At first I thought he’d refuse, but despite what had happened last night and today, he was still supposed to be my teacher, preparing me to lead a battle I had no business leading.
“They’re coyotes most of the time,” he said. “But one night a month they walk as humans, and they howl in despair for their coyote form.”
“Isn’t being human an advantage? Power of speech. Indoor plumbing. Fingers.”
“Humans who’ve never had the joy of being a beast don’t understand.”
I’d had the joy.

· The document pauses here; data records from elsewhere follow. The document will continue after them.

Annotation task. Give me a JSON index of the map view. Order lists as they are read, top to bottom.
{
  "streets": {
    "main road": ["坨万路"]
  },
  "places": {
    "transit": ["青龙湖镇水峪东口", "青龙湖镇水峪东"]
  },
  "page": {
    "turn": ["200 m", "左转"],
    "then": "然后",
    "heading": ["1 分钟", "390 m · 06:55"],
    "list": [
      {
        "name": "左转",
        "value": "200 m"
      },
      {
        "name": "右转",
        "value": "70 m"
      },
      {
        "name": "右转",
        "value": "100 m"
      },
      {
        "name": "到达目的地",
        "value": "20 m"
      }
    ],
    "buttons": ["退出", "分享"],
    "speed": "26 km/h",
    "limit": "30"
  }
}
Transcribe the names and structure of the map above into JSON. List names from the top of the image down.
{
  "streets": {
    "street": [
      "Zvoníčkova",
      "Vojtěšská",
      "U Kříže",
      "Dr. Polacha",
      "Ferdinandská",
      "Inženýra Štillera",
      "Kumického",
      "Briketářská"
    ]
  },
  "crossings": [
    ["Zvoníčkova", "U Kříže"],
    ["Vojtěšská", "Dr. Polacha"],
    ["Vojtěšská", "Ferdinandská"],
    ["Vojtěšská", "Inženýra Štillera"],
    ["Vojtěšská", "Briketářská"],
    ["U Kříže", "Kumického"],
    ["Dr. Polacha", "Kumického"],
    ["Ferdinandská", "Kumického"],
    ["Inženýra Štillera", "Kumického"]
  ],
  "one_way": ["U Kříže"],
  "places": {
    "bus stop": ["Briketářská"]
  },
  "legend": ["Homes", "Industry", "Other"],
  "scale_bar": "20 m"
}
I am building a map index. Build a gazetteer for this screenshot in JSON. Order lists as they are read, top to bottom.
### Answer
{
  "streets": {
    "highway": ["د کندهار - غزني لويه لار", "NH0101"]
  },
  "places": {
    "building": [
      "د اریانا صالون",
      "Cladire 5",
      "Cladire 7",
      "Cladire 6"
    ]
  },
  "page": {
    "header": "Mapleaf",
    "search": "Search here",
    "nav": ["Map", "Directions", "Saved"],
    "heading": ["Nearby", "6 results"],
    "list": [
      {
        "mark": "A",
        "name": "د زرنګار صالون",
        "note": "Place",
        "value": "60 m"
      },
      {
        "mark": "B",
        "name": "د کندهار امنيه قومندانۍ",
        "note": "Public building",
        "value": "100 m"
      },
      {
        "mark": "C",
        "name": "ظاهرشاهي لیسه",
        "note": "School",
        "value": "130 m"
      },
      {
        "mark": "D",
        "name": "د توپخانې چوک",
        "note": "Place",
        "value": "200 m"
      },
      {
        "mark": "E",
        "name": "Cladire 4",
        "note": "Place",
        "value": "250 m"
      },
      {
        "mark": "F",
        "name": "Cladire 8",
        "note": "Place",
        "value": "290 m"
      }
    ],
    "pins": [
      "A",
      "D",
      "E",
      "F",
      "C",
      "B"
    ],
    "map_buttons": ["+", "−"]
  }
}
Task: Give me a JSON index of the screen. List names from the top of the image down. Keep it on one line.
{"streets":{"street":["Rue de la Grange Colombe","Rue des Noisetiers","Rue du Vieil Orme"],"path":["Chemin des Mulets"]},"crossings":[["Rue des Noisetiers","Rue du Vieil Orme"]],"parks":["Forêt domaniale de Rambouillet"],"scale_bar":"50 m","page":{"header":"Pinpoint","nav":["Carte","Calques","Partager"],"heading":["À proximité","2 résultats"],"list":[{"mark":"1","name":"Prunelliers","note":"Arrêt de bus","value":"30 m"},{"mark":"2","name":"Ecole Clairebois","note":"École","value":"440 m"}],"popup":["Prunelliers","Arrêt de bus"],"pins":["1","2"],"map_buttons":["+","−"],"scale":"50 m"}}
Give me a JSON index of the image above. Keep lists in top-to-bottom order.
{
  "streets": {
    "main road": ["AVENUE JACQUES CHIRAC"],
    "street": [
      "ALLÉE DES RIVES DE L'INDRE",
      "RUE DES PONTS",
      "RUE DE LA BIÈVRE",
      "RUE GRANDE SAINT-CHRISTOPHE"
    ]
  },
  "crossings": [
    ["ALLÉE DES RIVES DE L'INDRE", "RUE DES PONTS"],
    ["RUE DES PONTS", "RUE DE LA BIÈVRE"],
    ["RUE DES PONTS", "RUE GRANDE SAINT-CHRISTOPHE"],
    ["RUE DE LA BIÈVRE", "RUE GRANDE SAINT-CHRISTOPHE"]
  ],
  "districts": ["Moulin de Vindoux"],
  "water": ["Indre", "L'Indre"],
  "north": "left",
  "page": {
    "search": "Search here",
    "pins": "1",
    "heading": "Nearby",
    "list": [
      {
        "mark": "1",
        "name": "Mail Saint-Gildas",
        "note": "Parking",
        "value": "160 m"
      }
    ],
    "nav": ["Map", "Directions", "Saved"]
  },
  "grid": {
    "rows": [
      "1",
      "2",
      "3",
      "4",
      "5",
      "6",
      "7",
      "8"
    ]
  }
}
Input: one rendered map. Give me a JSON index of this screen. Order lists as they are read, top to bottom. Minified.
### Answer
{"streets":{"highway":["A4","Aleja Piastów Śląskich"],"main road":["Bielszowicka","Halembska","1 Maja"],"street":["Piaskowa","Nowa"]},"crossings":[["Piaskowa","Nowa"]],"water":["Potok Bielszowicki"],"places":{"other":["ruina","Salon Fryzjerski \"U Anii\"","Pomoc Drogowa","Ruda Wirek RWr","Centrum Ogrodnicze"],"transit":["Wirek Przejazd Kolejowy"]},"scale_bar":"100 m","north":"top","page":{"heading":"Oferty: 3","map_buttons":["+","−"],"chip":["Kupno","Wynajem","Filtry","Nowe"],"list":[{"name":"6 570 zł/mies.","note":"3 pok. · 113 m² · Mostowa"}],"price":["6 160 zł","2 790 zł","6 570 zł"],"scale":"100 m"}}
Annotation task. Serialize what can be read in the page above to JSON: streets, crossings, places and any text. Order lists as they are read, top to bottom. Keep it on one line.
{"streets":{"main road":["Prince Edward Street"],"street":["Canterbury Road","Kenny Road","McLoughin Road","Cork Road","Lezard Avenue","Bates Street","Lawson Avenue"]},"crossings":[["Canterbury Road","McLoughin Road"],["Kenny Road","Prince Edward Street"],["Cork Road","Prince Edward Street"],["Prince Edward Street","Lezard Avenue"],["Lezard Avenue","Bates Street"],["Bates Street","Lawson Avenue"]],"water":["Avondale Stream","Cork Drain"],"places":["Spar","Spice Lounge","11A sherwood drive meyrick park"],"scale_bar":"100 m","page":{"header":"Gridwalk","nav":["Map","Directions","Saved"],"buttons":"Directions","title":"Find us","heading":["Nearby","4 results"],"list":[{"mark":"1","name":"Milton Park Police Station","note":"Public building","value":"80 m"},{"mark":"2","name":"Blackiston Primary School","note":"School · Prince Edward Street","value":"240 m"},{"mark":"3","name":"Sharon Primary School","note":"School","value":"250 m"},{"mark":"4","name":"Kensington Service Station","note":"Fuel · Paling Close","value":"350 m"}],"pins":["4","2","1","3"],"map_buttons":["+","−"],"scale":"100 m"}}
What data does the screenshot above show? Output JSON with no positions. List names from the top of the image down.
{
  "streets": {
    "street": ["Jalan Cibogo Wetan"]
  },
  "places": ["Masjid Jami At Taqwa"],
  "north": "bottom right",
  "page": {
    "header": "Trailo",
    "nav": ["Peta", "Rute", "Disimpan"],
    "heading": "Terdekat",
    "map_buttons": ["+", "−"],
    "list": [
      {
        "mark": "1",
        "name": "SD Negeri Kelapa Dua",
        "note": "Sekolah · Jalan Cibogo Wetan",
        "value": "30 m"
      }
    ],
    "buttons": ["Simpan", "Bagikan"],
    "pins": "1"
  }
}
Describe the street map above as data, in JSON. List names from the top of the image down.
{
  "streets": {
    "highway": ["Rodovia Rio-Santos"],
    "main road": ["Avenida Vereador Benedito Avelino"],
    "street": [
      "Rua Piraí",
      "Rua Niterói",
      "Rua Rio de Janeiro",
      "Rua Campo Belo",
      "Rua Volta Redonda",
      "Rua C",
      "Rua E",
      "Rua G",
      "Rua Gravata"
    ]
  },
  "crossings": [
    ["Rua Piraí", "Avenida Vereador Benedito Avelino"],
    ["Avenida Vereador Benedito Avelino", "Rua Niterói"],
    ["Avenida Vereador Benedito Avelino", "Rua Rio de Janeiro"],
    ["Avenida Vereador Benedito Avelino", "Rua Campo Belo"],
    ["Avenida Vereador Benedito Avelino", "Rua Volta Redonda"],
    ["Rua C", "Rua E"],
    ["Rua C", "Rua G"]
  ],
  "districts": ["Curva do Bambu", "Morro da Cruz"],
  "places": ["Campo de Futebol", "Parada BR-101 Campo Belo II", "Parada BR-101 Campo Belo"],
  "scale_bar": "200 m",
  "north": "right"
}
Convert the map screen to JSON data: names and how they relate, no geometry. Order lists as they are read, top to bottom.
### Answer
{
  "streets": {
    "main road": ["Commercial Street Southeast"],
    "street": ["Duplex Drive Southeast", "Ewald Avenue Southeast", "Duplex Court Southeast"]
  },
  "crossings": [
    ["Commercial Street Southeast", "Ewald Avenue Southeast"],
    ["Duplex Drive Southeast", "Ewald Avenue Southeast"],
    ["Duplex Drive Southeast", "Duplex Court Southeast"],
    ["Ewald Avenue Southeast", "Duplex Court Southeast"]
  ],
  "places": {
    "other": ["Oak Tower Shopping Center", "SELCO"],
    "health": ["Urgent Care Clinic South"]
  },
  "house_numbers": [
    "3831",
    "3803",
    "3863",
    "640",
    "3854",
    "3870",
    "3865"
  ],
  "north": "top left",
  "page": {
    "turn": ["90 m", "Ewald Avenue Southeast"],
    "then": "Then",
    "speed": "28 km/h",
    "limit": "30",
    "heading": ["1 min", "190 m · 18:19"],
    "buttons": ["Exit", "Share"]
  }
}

It hadn’t been so great.
He must have read my expression because he continued to explain. “Being an animal means freedom. No job. Few worries. As a wolf, you belong to a pack. They take care of you. You have a mate. She never leaves you.” His gaze turned toward the mountains. “Until she dies.”
There was more to that story, but he didn’t give me a chance to ask. Not that he’d have answered.
“Becoming a human for only one night means they have nowhere to go. They wander the earth, naked and confused. Different.”
I could see where that might suck.
“What’s the purpose of one night as a human?”
“A coyote shifter is more than a beast because it takes on certain aspects of the human side. Those aspects are regenerated every month beneath the moon.”
“Full moon.”
“New moon, when it’s dark and easy to hide.” He contemplated the rabbit. “A coyote shifter has the speed of a coyote, but they’re larger than most and much, much smarter. They understand how humans think, because they are human.”
“Once a month.”
Sawyer dipped his chin. “To the Navajo the coyote is a bad omen. They’re a symbol of black magic.”
I let my gaze wander over his tattoos. “Then why don’t you have one? Aren’t you the black magic king?”
“So they say. I could never bring myself to become a coyote.” He tilted his head to the side and slightly up, peering at me through the curtain of his long, black hair. “I was a boy once; I learned all the legends. I believed what I was taught. They said that Satan rode a coyote as he spread evil across the earth.”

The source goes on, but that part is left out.